Allerdings erstaunt die Einschätzung der Landesregierung, für die Schweiz bestehe innenpolitisch kein Handlungsbedarf. Auch wenn der Pakt rechtlich nicht verbindlich ist und jeder Staat entscheiden kann, welche der vorgeschlagenen Instrumente er umsetzen möchte, sollte die Unterstützung des Paktes die Schweizer Behörden dazu anregen, ihre eigenen Politiken und Praktiken zu überprüfen - insbesondere jene, die völkerrechtlichen Verpflichtungen unterliegen. Gerade hinsichtlich der Ausschaffungshaft für Minderjährige ab 15 Jahren sind dringend Anpassungen notwendig, und der Bundesrat sollte sich nicht auf einem Vorbehalt zum Pakt ausruhen. Auch hinsichtlich des Aufenthaltrechts von Opfern von Menschenhandel sind Verbesserrungen notwendig.

Entgegen der Behauptungen der Gegner/innen handelt es sich beim Pakt nicht um einen Blankocheck für globale Niederlassungsfreiheit, sondern um einen pragmatischen Kompromiss. Nichtregierungsorganisationen hätten sich weitergehende Rechte für Migranten/-innen gewünscht. So setzte sich beispielsweise Amnesty International während des gesamten Verhandlungsprozesses für ein Verbot der Inhaftierung von Minderjährigen ein. Zudem sei zu befürchten, dass die Staaten aufgrund der fehlenden rechtlichen Verbindlichkeit nur zögerlich Massnahmen treffen werden.

Der Vorwurf, der Pakt auferlege den Gaststaaten unverhältnismässig viel Verantwortung, ist ebenfalls unberechtigt. Erstens kann die Staatengemeinschaft nicht in Herkunfts-, Transit- und Zielländer aufgeteilt werden, weil die Staaten gegenüber von verschiedenen Migranten/-innen unterschiedliche Funktionen übernehmen. Zweitens betreffen viele der genannten Massnahmen jenen Staat, aus dem die betreffenden Migranten/-innen stammen.

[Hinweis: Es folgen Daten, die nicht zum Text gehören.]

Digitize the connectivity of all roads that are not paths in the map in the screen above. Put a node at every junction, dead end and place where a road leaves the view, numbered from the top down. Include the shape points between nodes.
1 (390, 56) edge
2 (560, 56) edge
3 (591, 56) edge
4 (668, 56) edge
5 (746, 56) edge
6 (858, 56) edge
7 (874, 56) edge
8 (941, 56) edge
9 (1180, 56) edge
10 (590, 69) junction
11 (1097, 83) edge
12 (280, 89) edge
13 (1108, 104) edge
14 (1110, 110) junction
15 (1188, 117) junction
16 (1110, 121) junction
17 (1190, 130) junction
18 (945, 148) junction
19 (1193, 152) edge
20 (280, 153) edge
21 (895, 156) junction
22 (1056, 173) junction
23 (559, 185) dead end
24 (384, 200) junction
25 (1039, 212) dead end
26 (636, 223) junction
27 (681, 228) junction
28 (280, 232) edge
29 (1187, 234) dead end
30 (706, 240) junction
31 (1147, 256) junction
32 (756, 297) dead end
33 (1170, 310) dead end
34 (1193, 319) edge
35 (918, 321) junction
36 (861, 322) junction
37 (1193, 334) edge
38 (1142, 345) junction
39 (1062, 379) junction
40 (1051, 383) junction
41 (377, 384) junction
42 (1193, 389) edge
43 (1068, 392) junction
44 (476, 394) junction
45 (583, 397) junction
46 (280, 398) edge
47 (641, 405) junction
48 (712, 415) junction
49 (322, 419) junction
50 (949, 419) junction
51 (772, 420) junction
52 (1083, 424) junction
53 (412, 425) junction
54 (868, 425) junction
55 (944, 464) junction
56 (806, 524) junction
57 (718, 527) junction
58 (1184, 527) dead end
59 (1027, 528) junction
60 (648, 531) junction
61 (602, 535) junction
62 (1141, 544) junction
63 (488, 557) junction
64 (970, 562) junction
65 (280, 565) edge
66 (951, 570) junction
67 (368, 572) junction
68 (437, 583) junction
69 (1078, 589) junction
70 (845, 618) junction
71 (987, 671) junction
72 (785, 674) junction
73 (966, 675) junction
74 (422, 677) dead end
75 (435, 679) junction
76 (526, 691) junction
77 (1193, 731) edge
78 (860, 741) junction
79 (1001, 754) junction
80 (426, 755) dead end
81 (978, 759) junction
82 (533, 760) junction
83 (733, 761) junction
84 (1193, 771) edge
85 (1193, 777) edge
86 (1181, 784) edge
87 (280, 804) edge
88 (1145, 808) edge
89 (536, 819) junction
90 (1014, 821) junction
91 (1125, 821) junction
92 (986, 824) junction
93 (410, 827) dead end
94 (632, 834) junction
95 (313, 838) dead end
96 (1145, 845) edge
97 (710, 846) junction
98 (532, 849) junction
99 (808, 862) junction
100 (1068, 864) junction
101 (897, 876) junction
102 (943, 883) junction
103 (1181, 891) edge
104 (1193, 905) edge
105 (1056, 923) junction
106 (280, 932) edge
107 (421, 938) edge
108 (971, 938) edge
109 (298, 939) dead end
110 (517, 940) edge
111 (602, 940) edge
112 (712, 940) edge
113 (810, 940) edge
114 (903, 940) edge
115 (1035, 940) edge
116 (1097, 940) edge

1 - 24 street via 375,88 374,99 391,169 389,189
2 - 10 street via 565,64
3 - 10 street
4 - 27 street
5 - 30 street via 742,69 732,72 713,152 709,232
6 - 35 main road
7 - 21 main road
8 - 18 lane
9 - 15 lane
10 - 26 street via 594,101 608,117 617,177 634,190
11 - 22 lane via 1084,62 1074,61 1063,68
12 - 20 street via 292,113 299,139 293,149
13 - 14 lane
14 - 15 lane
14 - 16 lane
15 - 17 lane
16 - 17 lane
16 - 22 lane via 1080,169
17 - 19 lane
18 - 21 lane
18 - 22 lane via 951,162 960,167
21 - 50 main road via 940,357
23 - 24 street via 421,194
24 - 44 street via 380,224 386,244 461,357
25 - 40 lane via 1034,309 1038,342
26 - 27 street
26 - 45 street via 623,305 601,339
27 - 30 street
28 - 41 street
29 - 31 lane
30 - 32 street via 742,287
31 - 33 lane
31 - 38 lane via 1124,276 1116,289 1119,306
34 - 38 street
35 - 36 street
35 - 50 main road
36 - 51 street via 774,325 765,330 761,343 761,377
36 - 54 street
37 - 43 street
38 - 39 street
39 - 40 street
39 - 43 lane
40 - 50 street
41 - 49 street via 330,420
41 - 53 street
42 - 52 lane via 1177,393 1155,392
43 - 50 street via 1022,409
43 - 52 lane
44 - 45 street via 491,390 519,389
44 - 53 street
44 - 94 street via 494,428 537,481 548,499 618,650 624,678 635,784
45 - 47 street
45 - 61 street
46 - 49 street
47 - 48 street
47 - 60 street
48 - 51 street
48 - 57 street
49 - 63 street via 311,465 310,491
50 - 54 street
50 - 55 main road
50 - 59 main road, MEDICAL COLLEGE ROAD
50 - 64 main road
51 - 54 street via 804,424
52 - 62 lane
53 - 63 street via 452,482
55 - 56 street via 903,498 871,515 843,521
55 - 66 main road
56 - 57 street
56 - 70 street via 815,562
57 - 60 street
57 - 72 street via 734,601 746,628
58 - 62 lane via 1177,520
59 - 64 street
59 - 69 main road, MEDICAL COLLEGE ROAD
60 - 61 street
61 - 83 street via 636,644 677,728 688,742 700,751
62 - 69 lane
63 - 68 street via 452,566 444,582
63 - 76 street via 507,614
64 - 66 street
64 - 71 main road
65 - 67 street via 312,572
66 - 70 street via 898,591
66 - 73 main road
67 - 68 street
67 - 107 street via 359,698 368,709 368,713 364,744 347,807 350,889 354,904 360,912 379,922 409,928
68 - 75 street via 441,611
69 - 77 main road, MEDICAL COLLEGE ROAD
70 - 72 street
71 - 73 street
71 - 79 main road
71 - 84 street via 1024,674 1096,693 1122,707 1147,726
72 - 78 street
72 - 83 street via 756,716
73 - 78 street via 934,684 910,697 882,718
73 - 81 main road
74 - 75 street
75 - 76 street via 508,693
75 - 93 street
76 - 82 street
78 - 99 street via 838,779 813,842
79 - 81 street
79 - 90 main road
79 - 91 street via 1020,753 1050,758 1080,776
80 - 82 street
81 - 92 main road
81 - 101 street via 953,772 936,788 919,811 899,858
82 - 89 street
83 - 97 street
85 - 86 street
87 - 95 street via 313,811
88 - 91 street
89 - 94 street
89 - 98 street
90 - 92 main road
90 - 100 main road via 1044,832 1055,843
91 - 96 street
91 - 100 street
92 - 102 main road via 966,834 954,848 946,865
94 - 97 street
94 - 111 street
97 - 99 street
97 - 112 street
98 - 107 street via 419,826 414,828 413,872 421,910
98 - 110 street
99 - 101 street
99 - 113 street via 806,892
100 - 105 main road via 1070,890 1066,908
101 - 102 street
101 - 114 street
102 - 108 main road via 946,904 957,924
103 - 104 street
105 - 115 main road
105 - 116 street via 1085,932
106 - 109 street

Beispiele sind die Reintegration von rückkehrenden Personen, vorbereitende Programme und die Registrierung von Kindern, die ausserhalb des Heimatlandes ihrer Eltern geboren wurden.

Aus menschenrechtlicher Perspektive ist eine Untersütztung des Pakts trotz Schwächen zentral. Dieser hat das Potential, den Schutz bestehender Rechte von Migranten/-innen durch proaktive Massnahmen zu stärken. Die globale Dimension der Migrationsbewegungen bedingt ein koordiniertes Vorgehen der Staatengemeinschaft, welches die Schweiz dringend mittragen sollte.